Dataset extract:
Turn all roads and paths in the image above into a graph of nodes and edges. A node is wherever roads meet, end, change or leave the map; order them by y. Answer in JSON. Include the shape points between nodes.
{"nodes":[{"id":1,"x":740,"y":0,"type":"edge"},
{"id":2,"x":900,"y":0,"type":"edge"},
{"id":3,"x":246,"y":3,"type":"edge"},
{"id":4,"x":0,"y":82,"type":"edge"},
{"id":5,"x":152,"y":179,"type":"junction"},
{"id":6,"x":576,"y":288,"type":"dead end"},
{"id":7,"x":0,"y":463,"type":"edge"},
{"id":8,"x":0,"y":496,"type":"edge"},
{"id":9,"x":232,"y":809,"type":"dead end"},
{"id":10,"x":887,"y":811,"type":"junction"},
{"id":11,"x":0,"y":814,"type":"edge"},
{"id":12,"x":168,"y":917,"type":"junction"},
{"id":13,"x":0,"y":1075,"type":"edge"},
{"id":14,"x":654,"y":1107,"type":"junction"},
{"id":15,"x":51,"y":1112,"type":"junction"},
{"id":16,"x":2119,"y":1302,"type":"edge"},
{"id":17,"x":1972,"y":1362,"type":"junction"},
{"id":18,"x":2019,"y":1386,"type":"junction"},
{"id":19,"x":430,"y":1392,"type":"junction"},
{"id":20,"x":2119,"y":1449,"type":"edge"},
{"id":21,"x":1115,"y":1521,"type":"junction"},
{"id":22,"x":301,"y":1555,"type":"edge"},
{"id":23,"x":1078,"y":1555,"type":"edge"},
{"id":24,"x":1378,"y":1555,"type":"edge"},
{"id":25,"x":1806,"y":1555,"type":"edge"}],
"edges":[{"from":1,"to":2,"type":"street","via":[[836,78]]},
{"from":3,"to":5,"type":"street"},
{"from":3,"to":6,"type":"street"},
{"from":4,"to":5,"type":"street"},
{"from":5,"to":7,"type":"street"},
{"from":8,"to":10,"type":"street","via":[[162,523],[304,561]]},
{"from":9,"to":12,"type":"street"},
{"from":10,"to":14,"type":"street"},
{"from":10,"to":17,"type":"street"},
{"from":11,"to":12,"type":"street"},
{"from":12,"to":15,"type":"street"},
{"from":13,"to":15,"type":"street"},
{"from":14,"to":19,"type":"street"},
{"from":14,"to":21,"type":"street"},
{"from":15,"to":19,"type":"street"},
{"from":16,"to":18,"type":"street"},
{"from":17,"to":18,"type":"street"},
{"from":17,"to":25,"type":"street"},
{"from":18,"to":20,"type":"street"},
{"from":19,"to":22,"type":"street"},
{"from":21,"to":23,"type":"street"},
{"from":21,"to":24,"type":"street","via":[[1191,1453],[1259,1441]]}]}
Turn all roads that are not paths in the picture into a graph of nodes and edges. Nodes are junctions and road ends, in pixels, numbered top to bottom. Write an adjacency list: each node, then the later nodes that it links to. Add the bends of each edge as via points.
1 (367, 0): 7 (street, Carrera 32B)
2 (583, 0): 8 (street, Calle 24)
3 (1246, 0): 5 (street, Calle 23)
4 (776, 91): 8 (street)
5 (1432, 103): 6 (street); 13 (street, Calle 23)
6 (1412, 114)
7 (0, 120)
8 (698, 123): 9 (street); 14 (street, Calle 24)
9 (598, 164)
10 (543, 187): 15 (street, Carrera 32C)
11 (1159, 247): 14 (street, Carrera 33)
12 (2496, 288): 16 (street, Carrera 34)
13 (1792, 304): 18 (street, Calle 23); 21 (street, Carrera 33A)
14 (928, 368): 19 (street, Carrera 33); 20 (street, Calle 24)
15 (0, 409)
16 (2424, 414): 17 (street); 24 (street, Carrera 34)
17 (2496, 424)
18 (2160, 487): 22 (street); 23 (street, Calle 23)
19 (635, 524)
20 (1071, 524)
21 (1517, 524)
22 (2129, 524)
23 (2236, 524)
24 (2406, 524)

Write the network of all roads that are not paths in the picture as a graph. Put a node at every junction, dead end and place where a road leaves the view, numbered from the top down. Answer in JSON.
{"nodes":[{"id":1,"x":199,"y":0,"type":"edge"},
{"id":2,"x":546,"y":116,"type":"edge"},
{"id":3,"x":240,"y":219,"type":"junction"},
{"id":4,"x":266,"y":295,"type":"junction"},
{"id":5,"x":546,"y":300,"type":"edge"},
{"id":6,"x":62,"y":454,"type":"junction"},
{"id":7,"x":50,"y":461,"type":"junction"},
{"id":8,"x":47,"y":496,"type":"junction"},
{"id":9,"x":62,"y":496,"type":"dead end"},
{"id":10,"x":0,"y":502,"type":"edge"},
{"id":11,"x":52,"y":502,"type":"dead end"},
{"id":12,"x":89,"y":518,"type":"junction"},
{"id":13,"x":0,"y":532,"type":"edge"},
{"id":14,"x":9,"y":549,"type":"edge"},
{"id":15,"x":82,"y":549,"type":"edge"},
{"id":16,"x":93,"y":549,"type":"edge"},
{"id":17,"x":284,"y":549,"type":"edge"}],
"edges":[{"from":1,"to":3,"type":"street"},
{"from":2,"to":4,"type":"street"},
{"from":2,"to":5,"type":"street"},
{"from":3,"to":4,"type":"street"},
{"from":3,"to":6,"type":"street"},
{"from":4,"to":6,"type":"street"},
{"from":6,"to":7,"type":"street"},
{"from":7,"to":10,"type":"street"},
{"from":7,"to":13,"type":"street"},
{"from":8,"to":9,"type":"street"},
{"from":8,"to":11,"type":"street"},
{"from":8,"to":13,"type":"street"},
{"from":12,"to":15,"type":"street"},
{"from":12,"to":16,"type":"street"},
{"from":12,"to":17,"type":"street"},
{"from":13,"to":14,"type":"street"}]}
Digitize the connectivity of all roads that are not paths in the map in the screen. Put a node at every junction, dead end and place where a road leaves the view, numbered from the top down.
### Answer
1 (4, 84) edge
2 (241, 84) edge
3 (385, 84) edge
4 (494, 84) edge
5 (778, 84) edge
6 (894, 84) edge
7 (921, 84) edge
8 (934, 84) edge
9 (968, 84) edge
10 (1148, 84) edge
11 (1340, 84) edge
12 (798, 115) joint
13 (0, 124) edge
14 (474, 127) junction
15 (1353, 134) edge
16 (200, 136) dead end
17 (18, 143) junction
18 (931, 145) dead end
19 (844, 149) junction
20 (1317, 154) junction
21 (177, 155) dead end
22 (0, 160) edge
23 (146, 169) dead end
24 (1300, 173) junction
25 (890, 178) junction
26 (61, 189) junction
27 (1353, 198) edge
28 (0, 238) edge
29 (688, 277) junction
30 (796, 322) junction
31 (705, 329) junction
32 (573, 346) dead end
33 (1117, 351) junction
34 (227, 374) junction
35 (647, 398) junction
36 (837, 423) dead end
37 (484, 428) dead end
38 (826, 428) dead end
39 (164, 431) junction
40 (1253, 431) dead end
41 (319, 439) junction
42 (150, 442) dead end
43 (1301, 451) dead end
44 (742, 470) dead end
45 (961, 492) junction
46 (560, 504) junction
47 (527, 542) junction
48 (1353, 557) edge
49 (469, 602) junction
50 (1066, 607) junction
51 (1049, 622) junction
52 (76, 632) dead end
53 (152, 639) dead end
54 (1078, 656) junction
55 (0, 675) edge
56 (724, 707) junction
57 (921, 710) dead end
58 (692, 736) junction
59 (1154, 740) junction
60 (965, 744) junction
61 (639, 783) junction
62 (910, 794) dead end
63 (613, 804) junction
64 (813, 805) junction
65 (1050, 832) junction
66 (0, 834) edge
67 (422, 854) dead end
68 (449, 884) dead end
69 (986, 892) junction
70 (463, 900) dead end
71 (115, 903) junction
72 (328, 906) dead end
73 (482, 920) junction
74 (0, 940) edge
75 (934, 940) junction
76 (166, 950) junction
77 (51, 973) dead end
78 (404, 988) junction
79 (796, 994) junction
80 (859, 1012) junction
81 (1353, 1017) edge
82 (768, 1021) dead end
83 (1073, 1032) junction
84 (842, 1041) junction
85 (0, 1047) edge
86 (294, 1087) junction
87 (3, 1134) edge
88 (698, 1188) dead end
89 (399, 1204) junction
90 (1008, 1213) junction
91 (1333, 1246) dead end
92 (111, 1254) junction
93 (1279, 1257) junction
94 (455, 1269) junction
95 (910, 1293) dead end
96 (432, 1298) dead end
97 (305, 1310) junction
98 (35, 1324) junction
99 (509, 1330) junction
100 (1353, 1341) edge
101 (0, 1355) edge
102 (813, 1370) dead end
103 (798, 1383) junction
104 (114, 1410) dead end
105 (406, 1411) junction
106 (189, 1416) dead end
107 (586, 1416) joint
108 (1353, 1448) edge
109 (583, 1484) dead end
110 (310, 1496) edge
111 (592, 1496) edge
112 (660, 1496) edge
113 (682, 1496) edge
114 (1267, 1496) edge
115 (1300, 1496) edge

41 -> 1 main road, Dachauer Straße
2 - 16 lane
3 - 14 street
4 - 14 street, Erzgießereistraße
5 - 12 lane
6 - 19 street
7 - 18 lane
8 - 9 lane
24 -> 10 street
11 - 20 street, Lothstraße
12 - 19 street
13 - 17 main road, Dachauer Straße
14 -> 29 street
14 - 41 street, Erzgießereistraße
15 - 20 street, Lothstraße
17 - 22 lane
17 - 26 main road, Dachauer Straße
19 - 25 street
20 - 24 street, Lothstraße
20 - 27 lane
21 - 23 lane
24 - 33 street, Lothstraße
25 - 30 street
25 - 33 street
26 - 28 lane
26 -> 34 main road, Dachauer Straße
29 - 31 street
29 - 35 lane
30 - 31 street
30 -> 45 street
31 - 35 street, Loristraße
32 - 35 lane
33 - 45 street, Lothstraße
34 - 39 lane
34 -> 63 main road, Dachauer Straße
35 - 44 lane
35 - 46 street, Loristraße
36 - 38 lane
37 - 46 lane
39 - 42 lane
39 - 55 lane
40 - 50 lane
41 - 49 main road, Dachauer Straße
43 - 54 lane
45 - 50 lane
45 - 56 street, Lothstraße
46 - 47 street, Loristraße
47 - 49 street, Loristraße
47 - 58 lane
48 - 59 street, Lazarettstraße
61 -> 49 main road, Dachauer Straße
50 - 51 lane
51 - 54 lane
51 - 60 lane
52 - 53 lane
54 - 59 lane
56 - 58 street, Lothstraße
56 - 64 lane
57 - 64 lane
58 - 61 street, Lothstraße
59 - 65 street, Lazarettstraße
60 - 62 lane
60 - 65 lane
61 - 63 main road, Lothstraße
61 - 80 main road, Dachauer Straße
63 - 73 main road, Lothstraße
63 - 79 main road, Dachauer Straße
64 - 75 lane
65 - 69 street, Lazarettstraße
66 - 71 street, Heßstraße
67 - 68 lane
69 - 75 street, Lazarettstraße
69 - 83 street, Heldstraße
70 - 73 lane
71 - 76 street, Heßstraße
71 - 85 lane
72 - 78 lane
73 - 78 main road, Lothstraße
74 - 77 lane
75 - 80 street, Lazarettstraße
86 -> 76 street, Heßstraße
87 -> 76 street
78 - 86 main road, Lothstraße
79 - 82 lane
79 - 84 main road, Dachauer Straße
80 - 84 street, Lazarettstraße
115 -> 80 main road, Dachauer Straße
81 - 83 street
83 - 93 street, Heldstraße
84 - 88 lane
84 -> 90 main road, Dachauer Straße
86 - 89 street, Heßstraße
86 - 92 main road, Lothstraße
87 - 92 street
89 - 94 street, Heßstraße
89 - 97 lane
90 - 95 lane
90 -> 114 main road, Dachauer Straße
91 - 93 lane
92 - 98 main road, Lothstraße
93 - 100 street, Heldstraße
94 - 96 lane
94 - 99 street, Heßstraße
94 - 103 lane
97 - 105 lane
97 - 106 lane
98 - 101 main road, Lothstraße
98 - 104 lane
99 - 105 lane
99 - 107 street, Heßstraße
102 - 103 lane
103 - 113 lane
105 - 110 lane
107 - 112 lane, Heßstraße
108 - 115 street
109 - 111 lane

What the task asks: From the listing above, return every line that contains the word "Heldstraße".

Result for this exercise:
69 - 83 street, Heldstraße
83 - 93 street, Heldstraße
93 - 100 street, Heldstraße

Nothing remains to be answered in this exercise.